Posts

Ted Kooser

Such a delight this morning to once again open this slim, familiar book.

The Wheeling Year: a Poet’s Field Book by Ted Kooser (2014) feels like an older book than it is, something from another time and place. When I read the entries, I’m transported to that place, too.

I have to admit that this was another of those impulsive purchases — fairly leaping off the shelf into my hands while I browsed at Open Books — and not even poetry, but this strange collection of short prose pieces, arranged by month, like diary entries, or (as he explains in a prefatory note) like an artist’s field notes: “sketches and landscape studies made out of words…[along with] a few observations about life.” On a video on his website, Ted explains that he has been writing every day for 50 years — that’s how you get good at something, pitching horseshoes or writing poems.

The book doesn’t have 365 entries (more’s the pity), but there’s a generous handful of them for each month, a sampling of what is no doubt a daily habit.

In April, for instance:

Month of my birth. What record do we poets leave? Not on stone tablets, but in books like leaves that have matted together under the snows of indifference. That we were fretful, mostly, but that now and then we looked up and glimpsed something wonderful passing away.

Often the pieces are about the natural world, particularly about Kooser’s midwest:

Imagine this bluestem as salt grass, and these crows as a species of gull, and you will know what it’s like to live on the coast of the sky, waves of light slapping the barns, splashing the windows with a blue that has come all the way from the other side. [March]

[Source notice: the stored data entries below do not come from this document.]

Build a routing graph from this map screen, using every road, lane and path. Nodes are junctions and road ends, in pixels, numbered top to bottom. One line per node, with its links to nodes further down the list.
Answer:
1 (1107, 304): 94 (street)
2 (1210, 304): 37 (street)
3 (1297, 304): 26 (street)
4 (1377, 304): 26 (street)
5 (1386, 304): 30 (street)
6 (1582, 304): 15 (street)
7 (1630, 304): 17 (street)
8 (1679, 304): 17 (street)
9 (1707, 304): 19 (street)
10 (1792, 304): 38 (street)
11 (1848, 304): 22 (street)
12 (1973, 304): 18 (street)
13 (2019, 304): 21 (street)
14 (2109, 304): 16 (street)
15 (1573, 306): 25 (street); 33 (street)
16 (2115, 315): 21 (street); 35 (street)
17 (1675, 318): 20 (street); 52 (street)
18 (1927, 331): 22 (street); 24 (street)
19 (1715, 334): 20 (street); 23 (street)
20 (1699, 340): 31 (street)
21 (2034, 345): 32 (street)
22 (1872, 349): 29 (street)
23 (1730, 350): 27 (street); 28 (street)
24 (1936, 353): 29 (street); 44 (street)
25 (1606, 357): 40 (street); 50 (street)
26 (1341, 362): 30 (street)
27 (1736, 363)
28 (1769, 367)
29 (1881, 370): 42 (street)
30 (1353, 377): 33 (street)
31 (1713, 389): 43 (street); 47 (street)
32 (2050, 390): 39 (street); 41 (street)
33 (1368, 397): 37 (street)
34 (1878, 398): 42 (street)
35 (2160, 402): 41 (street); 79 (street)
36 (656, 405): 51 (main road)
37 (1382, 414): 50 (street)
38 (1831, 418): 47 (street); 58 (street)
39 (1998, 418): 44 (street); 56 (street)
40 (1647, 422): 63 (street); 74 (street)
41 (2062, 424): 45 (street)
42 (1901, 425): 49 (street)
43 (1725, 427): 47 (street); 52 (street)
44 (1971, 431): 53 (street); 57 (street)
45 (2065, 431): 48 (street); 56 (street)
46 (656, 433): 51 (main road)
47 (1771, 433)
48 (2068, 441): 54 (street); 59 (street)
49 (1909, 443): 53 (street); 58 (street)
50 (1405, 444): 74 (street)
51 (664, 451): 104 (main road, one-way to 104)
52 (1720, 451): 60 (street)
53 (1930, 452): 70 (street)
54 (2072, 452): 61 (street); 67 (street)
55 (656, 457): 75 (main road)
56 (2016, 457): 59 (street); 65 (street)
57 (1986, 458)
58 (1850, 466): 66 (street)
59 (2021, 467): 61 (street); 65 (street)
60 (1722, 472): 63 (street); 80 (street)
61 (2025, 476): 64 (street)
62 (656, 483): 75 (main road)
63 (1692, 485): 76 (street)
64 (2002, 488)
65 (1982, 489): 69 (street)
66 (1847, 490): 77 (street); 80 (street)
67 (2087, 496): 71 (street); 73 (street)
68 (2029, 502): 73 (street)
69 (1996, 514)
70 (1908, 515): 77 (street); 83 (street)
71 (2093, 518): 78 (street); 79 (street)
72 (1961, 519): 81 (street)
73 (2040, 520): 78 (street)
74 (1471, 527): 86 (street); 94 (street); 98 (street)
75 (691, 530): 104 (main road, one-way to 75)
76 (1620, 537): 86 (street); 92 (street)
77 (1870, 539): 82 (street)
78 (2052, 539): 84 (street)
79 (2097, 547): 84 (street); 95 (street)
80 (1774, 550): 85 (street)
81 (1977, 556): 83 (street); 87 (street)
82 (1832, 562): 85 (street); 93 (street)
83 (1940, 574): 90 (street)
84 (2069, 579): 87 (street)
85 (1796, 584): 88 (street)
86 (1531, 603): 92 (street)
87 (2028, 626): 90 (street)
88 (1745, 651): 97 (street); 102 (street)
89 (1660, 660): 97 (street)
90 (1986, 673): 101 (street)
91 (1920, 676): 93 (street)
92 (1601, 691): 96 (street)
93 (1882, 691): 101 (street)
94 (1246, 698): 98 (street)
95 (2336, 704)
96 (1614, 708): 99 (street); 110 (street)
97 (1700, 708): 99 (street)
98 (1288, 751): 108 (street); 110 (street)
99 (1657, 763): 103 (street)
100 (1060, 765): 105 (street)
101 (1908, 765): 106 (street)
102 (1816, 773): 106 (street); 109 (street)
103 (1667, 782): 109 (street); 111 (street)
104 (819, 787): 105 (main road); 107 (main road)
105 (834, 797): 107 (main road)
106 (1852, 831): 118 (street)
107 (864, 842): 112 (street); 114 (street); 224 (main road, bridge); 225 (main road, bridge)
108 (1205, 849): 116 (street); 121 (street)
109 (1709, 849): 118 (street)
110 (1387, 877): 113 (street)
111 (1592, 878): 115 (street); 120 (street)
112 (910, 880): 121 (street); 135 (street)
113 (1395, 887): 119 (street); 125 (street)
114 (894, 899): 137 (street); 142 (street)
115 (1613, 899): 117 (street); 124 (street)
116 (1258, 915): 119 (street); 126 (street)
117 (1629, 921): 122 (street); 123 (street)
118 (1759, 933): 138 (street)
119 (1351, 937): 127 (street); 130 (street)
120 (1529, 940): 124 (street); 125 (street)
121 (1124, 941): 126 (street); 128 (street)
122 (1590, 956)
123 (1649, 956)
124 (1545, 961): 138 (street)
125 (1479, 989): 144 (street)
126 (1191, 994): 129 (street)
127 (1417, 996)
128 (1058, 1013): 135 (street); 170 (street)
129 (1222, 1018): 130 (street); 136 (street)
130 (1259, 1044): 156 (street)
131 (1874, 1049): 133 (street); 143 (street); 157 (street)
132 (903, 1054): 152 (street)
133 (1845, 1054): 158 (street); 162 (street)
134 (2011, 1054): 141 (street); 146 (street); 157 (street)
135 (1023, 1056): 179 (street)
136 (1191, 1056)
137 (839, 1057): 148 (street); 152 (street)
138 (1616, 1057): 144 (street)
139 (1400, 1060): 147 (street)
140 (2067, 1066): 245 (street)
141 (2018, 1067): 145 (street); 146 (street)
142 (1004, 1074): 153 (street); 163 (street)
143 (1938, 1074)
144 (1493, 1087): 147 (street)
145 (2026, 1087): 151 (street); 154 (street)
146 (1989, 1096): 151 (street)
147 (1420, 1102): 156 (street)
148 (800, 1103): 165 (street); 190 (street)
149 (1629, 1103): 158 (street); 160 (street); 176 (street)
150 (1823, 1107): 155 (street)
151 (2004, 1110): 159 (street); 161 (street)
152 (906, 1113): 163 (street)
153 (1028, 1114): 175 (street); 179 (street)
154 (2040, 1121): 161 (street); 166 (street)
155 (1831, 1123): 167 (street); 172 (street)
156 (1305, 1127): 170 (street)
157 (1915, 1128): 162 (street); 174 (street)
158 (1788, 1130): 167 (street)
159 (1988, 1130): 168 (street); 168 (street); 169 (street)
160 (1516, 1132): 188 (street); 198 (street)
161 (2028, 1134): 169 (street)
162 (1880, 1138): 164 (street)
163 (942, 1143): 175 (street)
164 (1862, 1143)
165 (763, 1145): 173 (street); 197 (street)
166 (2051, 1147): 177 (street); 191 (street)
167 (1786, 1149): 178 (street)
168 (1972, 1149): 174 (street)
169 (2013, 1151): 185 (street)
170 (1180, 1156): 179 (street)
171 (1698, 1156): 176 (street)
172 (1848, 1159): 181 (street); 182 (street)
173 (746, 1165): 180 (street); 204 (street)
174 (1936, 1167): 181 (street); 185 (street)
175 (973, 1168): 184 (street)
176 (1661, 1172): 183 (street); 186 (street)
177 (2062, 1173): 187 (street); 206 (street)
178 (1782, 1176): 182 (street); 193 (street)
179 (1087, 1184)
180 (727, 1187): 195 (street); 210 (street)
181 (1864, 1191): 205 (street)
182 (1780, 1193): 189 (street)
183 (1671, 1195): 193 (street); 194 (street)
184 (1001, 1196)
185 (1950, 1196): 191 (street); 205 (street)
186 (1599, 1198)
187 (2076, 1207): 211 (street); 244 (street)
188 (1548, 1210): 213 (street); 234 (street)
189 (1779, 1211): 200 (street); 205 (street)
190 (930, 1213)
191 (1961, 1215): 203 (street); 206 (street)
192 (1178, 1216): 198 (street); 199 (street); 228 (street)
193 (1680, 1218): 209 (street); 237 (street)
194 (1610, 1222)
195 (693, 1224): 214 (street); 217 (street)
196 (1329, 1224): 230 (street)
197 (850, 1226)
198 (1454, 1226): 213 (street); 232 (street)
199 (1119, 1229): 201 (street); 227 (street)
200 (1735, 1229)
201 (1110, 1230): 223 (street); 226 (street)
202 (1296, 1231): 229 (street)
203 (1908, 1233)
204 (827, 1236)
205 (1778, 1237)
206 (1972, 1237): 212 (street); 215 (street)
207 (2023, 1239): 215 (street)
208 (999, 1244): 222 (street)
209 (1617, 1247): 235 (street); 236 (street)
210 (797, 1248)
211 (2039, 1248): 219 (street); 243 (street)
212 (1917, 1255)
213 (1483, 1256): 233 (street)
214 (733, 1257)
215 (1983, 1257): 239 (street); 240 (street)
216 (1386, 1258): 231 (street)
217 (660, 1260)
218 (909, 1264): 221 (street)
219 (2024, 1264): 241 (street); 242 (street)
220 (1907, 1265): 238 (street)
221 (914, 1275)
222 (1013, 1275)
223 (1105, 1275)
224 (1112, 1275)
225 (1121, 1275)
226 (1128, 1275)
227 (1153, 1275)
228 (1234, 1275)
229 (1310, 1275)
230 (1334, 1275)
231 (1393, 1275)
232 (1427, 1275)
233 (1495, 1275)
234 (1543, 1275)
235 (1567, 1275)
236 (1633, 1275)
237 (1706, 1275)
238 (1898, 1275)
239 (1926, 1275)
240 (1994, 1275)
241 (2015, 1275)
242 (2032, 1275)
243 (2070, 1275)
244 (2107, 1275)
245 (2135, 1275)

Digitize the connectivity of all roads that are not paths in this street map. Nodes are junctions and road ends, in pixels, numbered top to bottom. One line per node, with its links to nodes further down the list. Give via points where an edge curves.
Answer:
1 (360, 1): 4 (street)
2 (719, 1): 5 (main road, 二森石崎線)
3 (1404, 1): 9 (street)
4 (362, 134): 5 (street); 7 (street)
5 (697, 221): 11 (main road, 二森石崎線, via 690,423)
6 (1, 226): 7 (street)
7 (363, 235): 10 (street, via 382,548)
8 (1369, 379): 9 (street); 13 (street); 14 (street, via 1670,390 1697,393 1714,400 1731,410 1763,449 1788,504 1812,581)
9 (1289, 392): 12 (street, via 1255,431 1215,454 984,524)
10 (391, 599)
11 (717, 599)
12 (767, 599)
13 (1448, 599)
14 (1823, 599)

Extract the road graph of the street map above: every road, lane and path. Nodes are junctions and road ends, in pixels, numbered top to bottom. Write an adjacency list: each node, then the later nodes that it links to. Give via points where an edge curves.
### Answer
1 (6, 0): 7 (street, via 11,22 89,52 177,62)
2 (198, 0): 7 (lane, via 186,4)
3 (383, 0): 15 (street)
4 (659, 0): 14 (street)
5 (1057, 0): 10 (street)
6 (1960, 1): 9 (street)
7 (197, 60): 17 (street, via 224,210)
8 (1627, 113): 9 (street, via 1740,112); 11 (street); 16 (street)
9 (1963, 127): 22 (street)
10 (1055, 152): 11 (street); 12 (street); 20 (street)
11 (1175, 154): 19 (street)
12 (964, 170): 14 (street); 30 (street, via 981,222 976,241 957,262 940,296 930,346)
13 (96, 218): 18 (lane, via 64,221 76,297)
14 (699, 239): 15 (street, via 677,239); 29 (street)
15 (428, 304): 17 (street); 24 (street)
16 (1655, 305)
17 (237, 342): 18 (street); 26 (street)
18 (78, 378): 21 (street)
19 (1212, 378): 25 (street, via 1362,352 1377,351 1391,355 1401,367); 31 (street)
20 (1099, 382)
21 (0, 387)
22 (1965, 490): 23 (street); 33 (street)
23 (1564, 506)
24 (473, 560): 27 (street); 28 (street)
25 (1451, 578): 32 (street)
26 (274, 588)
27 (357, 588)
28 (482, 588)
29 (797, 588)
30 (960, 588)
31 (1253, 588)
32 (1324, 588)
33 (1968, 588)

And because I saw my 21-year-old daughter and her boyfriend on Sunday, and have been feeling my own version of blue, this piece was a balm to rediscover:

For a girl pouring water into the cappuccino machine from a spotted carafe at the Quik Stop at eight in the evening, an old man is as difficult to look at as a page of homework. On the counter next to the register, her geometry book lies heavy, brown, and unopened. Her notebook has numbers scribbled all over the cover. What’s the point in learning to be old, she is thinking, when that is something she will never have to use? [April]

A student once said to me: “In my family we never feel guilty about buying food, fabric, or books.” But buying this book made me feel a little guilty (hardback!) and I told myself I would give it away.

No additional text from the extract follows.